To offer modern government services, the city of Tirana (Albania) is turning to open source software. Soon, Tirana will complete the implementation of the LibreOffice suite of office productivity tools on all of the city’s 1,000 PC workstations. “We promote the open-source culture to support our mission to bring our people together, and to creatively modernise and innovate our city,” says Ermir Puka, the head of the city’s ICT department.
Albania’s capital and, with 800,000 citizens, the country’s largest municipality hopes its use of open source will encourage other public services. “We strongly believe that using open standards is the right choice for public services,” Mr Puka told the European Commission’s Open Source Observatory. “We would love to see our implementation of LibreOffice replicated by other public services.”
Tirana’s use of innovative technology creates opportunities, promotes creativity, and helps local businesses and citizens, Mr Puka says. To implement LibreOffice, the city is working closely with Open Labs, an organisation of open data, open source, and open hardware enthusiasts, Mr Puka said: “Part of our goal is to nurture a local ICT sector, and open source has a title role because it enables us to involve companies, NGOs and citizens in our projects.” By including these local organisations, Tirana contributes to the long-term sustainability of the software.
Tirana’s nearly-completed switch to LibreOffice was announced by The Document Foundation (TDF), the organisation that supports the development of LibreOffice. According to the TDF, the migration started with the HR Department, where most tasks are based on text documents and spreadsheets. This helped to identify many issues during and after the migration, to the benefit of subsequent implementations in other offices and departments.

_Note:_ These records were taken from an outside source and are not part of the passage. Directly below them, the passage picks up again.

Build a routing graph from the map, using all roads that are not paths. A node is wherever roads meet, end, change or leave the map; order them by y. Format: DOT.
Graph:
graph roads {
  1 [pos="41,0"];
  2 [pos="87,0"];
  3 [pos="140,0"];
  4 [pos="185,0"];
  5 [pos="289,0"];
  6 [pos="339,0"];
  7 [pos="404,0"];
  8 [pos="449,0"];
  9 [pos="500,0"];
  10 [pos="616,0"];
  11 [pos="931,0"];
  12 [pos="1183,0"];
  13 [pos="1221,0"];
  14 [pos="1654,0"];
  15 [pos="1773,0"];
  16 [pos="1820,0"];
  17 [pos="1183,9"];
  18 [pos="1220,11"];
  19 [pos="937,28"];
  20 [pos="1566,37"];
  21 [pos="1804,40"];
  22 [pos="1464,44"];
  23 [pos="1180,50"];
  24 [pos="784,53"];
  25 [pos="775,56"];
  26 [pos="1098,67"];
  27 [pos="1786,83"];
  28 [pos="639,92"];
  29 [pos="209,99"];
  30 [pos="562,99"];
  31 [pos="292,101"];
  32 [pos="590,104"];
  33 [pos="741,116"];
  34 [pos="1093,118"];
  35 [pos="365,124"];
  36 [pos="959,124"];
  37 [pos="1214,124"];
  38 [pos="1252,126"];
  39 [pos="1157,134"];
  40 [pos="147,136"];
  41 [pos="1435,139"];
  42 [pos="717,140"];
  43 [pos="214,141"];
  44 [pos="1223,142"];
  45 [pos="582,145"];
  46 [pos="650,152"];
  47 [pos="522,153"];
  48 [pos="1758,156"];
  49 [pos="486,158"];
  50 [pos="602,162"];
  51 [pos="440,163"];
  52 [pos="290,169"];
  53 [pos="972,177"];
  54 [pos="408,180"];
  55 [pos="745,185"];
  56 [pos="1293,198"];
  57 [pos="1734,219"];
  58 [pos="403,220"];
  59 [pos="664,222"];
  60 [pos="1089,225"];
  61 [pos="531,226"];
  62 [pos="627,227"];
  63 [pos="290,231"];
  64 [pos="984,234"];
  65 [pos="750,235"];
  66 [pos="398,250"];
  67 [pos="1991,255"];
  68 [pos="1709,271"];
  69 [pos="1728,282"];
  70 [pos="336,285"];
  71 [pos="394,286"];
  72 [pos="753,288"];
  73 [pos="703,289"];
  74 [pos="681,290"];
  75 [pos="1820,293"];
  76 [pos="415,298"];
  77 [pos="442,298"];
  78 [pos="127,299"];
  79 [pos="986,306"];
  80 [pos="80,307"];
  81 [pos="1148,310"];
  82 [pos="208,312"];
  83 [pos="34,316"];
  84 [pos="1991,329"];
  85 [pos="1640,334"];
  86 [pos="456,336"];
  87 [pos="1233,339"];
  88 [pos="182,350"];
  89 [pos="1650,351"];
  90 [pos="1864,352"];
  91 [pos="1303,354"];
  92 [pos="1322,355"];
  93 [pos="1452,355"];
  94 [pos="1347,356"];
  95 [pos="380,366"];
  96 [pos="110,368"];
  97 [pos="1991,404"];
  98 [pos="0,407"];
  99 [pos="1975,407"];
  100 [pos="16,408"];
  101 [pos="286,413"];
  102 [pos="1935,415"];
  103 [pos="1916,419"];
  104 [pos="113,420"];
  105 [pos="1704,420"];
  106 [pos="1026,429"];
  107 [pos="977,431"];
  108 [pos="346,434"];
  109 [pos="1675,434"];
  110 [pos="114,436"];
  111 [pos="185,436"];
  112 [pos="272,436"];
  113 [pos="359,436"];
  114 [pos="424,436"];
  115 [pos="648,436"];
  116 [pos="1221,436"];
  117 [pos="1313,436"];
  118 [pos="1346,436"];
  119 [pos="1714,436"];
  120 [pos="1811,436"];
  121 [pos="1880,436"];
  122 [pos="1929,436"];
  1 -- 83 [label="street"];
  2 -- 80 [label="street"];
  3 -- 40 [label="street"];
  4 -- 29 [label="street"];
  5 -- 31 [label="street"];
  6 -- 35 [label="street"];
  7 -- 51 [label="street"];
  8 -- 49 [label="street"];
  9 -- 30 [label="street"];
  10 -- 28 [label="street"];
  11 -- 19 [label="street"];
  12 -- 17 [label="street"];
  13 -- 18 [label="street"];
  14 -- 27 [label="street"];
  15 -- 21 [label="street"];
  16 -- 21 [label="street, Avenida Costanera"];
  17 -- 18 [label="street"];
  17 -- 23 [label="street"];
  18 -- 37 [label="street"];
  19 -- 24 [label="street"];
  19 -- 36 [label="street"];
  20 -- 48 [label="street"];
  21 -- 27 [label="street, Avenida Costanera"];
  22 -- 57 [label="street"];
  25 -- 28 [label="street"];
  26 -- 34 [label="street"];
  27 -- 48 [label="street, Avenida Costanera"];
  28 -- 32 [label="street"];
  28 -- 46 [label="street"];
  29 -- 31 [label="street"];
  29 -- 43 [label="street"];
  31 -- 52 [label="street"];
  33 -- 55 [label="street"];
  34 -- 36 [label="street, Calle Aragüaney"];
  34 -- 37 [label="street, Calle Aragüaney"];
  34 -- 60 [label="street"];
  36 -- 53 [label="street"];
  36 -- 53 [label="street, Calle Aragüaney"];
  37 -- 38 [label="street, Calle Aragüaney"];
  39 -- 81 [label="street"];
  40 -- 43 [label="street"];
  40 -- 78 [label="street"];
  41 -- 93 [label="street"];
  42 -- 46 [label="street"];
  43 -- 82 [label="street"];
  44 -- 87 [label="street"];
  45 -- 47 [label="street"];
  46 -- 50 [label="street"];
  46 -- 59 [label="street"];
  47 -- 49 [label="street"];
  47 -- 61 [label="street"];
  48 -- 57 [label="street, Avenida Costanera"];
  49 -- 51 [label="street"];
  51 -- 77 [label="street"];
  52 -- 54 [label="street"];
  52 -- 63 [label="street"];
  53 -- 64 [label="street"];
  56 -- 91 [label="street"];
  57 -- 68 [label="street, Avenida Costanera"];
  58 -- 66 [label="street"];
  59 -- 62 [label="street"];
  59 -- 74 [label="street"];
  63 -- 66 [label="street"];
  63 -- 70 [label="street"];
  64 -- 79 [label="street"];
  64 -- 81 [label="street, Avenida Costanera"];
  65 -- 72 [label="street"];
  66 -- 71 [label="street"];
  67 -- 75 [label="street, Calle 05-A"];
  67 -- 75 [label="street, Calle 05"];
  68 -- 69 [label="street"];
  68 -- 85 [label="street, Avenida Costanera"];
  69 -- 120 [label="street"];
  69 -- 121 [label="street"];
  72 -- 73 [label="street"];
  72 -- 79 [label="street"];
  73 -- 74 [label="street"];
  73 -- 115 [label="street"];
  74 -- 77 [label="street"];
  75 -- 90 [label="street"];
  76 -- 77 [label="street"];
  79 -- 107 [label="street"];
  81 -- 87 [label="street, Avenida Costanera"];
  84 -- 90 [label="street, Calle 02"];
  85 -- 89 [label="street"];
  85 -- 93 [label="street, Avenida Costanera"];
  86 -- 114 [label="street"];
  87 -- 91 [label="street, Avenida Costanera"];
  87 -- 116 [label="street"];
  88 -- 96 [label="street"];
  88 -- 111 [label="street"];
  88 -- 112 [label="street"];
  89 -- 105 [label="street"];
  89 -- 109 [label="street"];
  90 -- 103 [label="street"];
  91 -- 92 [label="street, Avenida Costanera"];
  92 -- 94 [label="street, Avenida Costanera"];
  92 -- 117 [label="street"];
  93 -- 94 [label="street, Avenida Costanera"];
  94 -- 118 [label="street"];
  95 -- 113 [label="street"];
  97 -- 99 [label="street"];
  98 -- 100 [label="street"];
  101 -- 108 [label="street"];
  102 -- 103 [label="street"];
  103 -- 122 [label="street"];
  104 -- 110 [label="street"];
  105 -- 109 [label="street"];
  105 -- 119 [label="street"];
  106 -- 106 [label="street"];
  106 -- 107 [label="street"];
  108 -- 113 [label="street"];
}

With LibreOffice and its ISO standard Open Document Format, Tirana has taken another step towards transforming its digital services, Mr Puka said. “By using open standards and open source we can build and extend our digital services in the right way. They are accessible to our citizens, they are interoperable, and they keep our systems and data accessible even in the future.” The first step Tirana took two years earlier, when it began sharing its data sets on the city’s open data portal. “We believe that these initiatives bring us closer to our citizens and make our services more accessible,” Mr Puka said.